Relationeel geweld
Relationeel geweld is geweld gepleegd in amoureuze relaties en familierechtelijke relaties tot in de derde graad. Het heeft sinds het jaar 2004 de bijzondere aandacht van het OM. Na een aanvulling in 2010 van de in 2006 door de Procureur-Generaal geaccordeerde richtlijn welke als pilot heeft gediend is een in 2017 gestalte gegeven aan een richtlijn voor de landen BES, Sint Maarten en Curacao. Het OM vervolgt bewijsbare gevallen van relationeel geweld in beginsel altijd.
Deze vorm van strafbaar gedrag kenmerkt zich door de omstandigheid dat dader en slachtoffer –soms noodgedwongen- deel blijven uitmaken van elkaars leven, met als gevolg dat het geweld een stelselmatig karakter kan krijgen en het herhalingsgevaar groot kan zijn. Vanwege deze afhankelijkheidsrelatie doet een deel van de slachtoffers geen aangifte. Bij hen bestaat de vrees dat het doen van aangifte eerder tot een verergering van hun situatie zal leiden en niet tot een oplossing. Een andere reden voor het niet doen van aangifte kan zijn dat het slachtoffer wel wil dat het geweld stopt, maar niet dat de dader wordt gestraft. Juist om deze kwetsbare groep slachtoffers te beschermen en hen toch uit te nodigen aangifte te doen heeft het OM relationeel geweld tot prioriteit benoemd.

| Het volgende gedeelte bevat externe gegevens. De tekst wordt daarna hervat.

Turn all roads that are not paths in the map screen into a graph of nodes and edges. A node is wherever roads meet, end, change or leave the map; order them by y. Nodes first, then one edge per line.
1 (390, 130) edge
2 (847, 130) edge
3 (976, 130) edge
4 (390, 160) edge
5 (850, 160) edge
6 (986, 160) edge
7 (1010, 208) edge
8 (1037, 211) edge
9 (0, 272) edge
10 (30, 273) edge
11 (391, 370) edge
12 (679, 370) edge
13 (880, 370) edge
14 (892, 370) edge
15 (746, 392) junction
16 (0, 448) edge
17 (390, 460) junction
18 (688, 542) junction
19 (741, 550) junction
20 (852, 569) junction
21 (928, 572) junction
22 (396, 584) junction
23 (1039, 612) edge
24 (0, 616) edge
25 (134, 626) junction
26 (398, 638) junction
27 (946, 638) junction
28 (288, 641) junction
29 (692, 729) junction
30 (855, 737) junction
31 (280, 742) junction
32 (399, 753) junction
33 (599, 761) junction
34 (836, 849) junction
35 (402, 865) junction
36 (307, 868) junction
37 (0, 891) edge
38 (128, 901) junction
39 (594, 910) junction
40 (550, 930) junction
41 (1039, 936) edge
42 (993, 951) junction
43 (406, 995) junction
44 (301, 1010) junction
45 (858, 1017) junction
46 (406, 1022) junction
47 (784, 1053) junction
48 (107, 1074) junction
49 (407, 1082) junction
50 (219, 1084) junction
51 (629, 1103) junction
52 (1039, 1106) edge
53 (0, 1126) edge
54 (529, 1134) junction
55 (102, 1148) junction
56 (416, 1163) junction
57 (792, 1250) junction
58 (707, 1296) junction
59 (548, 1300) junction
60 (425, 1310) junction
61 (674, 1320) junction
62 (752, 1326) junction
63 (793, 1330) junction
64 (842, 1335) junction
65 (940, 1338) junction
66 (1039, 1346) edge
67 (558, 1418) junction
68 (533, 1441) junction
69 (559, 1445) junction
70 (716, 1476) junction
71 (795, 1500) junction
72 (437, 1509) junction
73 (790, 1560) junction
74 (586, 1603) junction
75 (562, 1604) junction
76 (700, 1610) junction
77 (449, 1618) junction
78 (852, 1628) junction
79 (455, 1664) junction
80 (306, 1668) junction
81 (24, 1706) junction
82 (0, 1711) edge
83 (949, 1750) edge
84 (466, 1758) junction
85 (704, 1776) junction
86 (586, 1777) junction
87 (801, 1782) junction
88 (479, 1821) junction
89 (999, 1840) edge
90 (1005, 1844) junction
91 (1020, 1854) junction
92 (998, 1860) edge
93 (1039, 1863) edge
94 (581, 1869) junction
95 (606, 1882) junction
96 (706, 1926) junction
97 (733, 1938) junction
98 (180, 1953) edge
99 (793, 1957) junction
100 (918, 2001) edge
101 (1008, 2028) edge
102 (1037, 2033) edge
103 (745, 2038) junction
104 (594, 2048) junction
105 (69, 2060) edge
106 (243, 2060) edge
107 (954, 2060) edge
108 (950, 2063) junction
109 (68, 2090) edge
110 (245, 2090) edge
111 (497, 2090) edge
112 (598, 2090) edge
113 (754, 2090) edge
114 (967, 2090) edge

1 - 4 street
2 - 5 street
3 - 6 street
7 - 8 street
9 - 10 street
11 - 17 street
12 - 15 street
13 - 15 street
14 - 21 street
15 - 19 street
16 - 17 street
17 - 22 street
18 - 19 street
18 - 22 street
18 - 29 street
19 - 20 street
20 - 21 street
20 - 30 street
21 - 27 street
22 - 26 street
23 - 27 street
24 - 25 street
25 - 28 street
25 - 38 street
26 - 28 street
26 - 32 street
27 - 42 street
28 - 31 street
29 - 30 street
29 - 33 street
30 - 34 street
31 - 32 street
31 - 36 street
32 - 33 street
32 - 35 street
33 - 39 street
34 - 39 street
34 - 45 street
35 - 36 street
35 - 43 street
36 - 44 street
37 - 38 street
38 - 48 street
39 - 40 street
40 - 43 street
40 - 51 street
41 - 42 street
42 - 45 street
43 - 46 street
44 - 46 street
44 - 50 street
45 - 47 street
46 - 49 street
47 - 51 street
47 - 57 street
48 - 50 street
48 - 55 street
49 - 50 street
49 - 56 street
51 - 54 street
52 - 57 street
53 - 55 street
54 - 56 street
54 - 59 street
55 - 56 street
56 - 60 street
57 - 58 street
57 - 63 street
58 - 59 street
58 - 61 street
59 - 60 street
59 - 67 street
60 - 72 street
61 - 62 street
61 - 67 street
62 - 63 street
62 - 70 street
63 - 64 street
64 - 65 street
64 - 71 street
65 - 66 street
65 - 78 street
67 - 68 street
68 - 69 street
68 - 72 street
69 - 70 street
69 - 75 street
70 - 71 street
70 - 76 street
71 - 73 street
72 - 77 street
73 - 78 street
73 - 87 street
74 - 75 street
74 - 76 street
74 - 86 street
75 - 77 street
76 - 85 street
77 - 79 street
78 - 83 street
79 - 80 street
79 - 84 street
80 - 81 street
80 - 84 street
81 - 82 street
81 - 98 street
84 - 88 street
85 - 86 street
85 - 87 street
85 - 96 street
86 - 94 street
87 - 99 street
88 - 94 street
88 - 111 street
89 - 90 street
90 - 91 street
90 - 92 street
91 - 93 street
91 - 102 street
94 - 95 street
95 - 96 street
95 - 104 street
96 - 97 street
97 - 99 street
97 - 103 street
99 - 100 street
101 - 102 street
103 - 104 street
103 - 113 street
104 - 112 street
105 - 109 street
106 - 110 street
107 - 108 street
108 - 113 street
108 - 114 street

Uitgangspunt bij bewijsbaar relationeel geweld blijft een vervolging, maar indien slachtoffer en dader aangeven met elkaar verder te willen, zal met name worden ingezet op (gedwongen) hulpverlening. In die gevallen kan het OM er ook voor kiezen om de zaak niet aan de rechter voor te leggen, maar de dader een aanbod te doen ter voorkoming van verdere strafvervolging. Dat aanbod kan bestaan uit het opvolgen van aanwijzingen van de reclassering en/of het volgen van een training ter voorkoming van verdere agressie. Voldoet de dader aan de gestelde voorwaarden, dan zal de zaak niet meer voor de rechter worden gebracht, tenzij de dader in herhaling valt.
Soms geeft een aangever na verloop van tijd aan de aangifte te willen intrekken. Dat is juridisch niet mogelijk. Wel kan de aangever in een brief aan de officier van justitie kenbaar maken waarom vervolging niet (langer) gewenst is. De officier van justitie is niet gebonden aan de inhoud van zo een brief. Een van de redenen daarvoor is dat voorkomen moet worden dat een slachtoffer onder druk van de dader de aangifte intrekt en vervolging zou uitblijven.
Om de veiligheid van een slachtoffer extra te kunnen waarborgen, heeft de rechter de mogelijkheid te bepalen dat de (vermeende) dader geen contact mag zoeken met het slachtoffer of zelfs niet meer in de buurt van het slachtoffer mag komen. Om de (vermeende) dader in die gevallen te kunnen controleren kan de rechter bevelen dat de (vermeende) dader onder Electronisch Toezicht komt te staan, waardoor de gangen van de onder toezichtgestelde kunnen worden nagegaan en gecontroleerd.
Tot slot geldt, dat ook in die gevallen van ernstig relationeel geweld, waarin een slachtoffer expliciet aangeeft geen aangifte te willen doen, de politie toch zal proberen om voldoende bewijs te verzamelen om tot een ambtshalve vervolging door het OM over te kunnen gaan.
Relationeel geweld moet immers stoppen; het slachtoffer moet worden beschermd.